Top of INFORMATION GIVEN

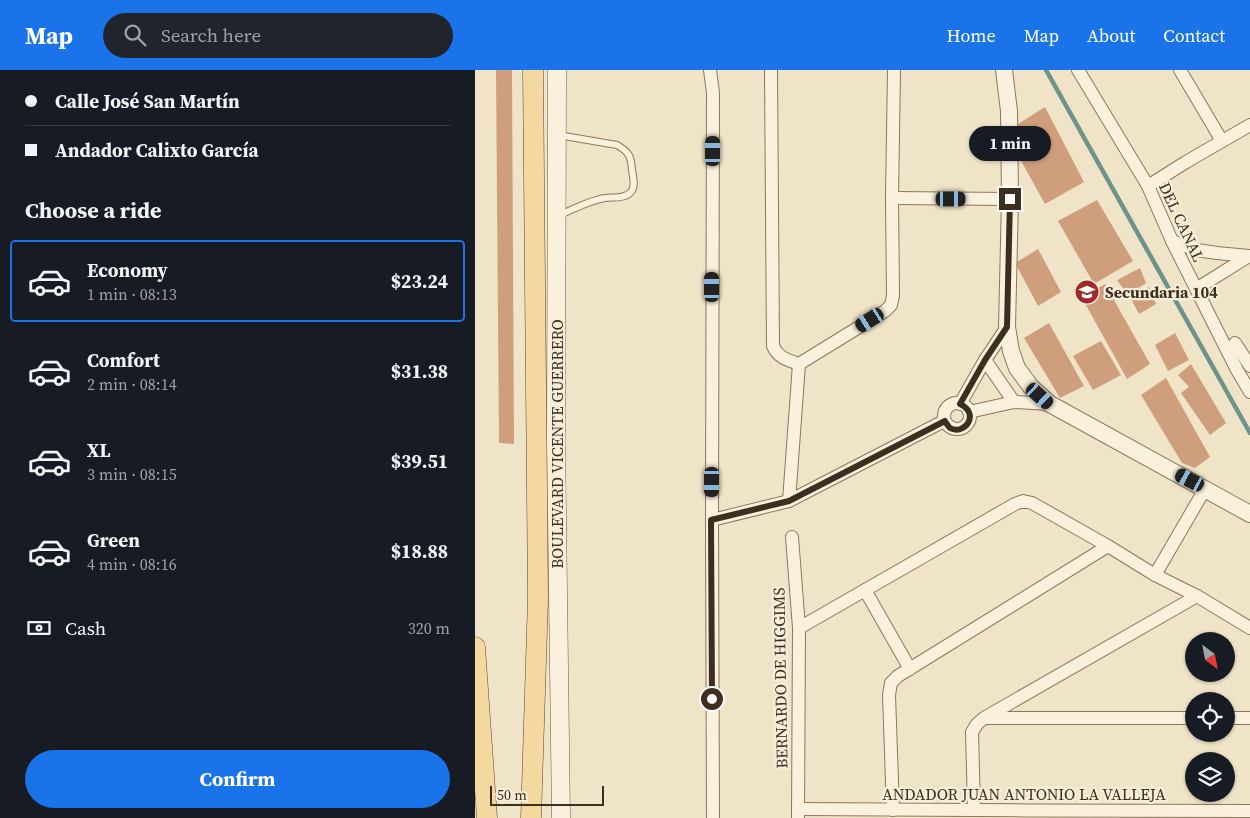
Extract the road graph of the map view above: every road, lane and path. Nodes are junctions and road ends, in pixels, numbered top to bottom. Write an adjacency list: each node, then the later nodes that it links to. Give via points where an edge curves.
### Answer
1 (533, 70): 51 (main road, via 537,598)
2 (557, 70): 10 (main road, BOULEVARD VICENTE GUERRERO)
3 (710, 70): 32 (street, via 713,93)
4 (771, 70): 22 (street, via 773,346 782,358)
5 (894, 70): 13 (street)
6 (1004, 70): 14 (street, via 1009,111)
7 (1180, 70): 11 (street)
8 (1084, 72): 12 (street, DEL CANAL)
9 (1250, 125): 11 (street)
10 (557, 135): 15 (main road, BOULEVARD VICENTE GUERRERO); 15 (lane, via 617,145 625,150 631,159 634,186 624,197 605,198)
11 (1222, 141): 12 (street)
12 (1148, 186): 16 (street, DEL CANAL)
13 (892, 198): 14 (street); 22 (street, via 891,305)
14 (1010, 199): 19 (street)
15 (557, 217): 52 (main road, BOULEVARD VICENTE GUERRERO, via 556,461)
16 (1172, 241): 17 (street, via 1197,250); 18 (street, DEL CANAL)
17 (1249, 255): 18 (street)
18 (1196, 289): 24 (street, DEL CANAL)
19 (1007, 327): 21 (street); 26 (street, via 1017,368 1031,387)
20 (1235, 343): 23 (street)
21 (985, 360): 25 (street); 27 (street)
22 (799, 364): 30 (street)
23 (1250, 366)
24 (1250, 392)
25 (1014, 402): 26 (street); 27 (street)
26 (1050, 404): 29 (street)
27 (965, 408): 28 (street, via 951,405 945,412); 28 (street, via 970,420 965,427 950,428)
28 (945, 421): 30 (street)
29 (1205, 489): 31 (street); 35 (street)
30 (789, 501): 32 (street)
31 (1250, 514)
32 (711, 520): 53 (street)
33 (792, 537): 38 (street, BERNARDO DE HIGGIMS)
34 (1108, 546): 35 (street); 36 (street, via 1023,501); 41 (street)
35 (1155, 575): 37 (street)
36 (865, 590): 38 (street); 41 (street)
37 (1197, 596): 39 (street); 42 (street)
38 (799, 628): 49 (street, BERNARDO DE HIGGIMS)
39 (1250, 628)
40 (475, 647): 50 (main road)
41 (910, 669): 46 (street, via 891,683 889,695)
42 (984, 718): 43 (street); 47 (street, via 972,732)
43 (1185, 718)
44 (1235, 718): 45 (street)
45 (1250, 718)
46 (893, 810): 47 (street, ANDADOR JUAN ANTONIO LA VALLEJA); 49 (street, ANDADOR JUAN ANTONIO LA VALLEJA)
47 (974, 810): 48 (street, ANDADOR JUAN ANTONIO LA VALLEJA)
48 (1250, 811)
49 (798, 813)
50 (487, 818)
51 (531, 818)
52 (561, 818)
53 (713, 818)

Bottom of INFORMATION GIVEN

__INSTRUCTIONS TO FOLLOW__
Copy out all of the listing word for word, but skip the images.

__OUTPUT BELOW__
Extract the road graph of the map view above: every road, lane and path. Nodes are junctions and road ends, in pixels, numbered top to bottom. Write an adjacency list: each node, then the later nodes that it links to. Give via points where an edge curves.
### Answer
1 (533, 70): 51 (main road, via 537,598)
2 (557, 70): 10 (main road, BOULEVARD VICENTE GUERRERO)
3 (710, 70): 32 (street, via 713,93)
4 (771, 70): 22 (street, via 773,346 782,358)
5 (894, 70): 13 (street)
6 (1004, 70): 14 (street, via 1009,111)
7 (1180, 70): 11 (street)
8 (1084, 72): 12 (street, DEL CANAL)
9 (1250, 125): 11 (street)
10 (557, 135): 15 (main road, BOULEVARD VICENTE GUERRERO); 15 (lane, via 617,145 625,150 631,159 634,186 624,197 605,198)
11 (1222, 141): 12 (street)
12 (1148, 186): 16 (street, DEL CANAL)
13 (892, 198): 14 (street); 22 (street, via 891,305)
14 (1010, 199): 19 (street)
15 (557, 217): 52 (main road, BOULEVARD VICENTE GUERRERO, via 556,461)
16 (1172, 241): 17 (street, via 1197,250); 18 (street, DEL CANAL)
17 (1249, 255): 18 (street)
18 (1196, 289): 24 (street, DEL CANAL)
19 (1007, 327): 21 (street); 26 (street, via 1017,368 1031,387)
20 (1235, 343): 23 (street)
21 (985, 360): 25 (street); 27 (street)
22 (799, 364): 30 (street)
23 (1250, 366)
24 (1250, 392)
25 (1014, 402): 26 (street); 27 (street)
26 (1050, 404): 29 (street)
27 (965, 408): 28 (street, via 951,405 945,412); 28 (street, via 970,420 965,427 950,428)
28 (945, 421): 30 (street)
29 (1205, 489): 31 (street); 35 (street)
30 (789, 501): 32 (street)
31 (1250, 514)
32 (711, 520): 53 (street)
33 (792, 537): 38 (street, BERNARDO DE HIGGIMS)
34 (1108, 546): 35 (street); 36 (street, via 1023,501); 41 (street)
35 (1155, 575): 37 (street)
36 (865, 590): 38 (street); 41 (street)
37 (1197, 596): 39 (street); 42 (street)
38 (799, 628): 49 (street, BERNARDO DE HIGGIMS)
39 (1250, 628)
40 (475, 647): 50 (main road)
41 (910, 669): 46 (street, via 891,683 889,695)
42 (984, 718): 43 (street); 47 (street, via 972,732)
43 (1185, 718)
44 (1235, 718): 45 (street)
45 (1250, 718)
46 (893, 810): 47 (street, ANDADOR JUAN ANTONIO LA VALLEJA); 49 (street, ANDADOR JUAN ANTONIO LA VALLEJA)
47 (974, 810): 48 (street, ANDADOR JUAN ANTONIO LA VALLEJA)
48 (1250, 811)
49 (798, 813)
50 (487, 818)
51 (531, 818)
52 (561, 818)
53 (713, 818)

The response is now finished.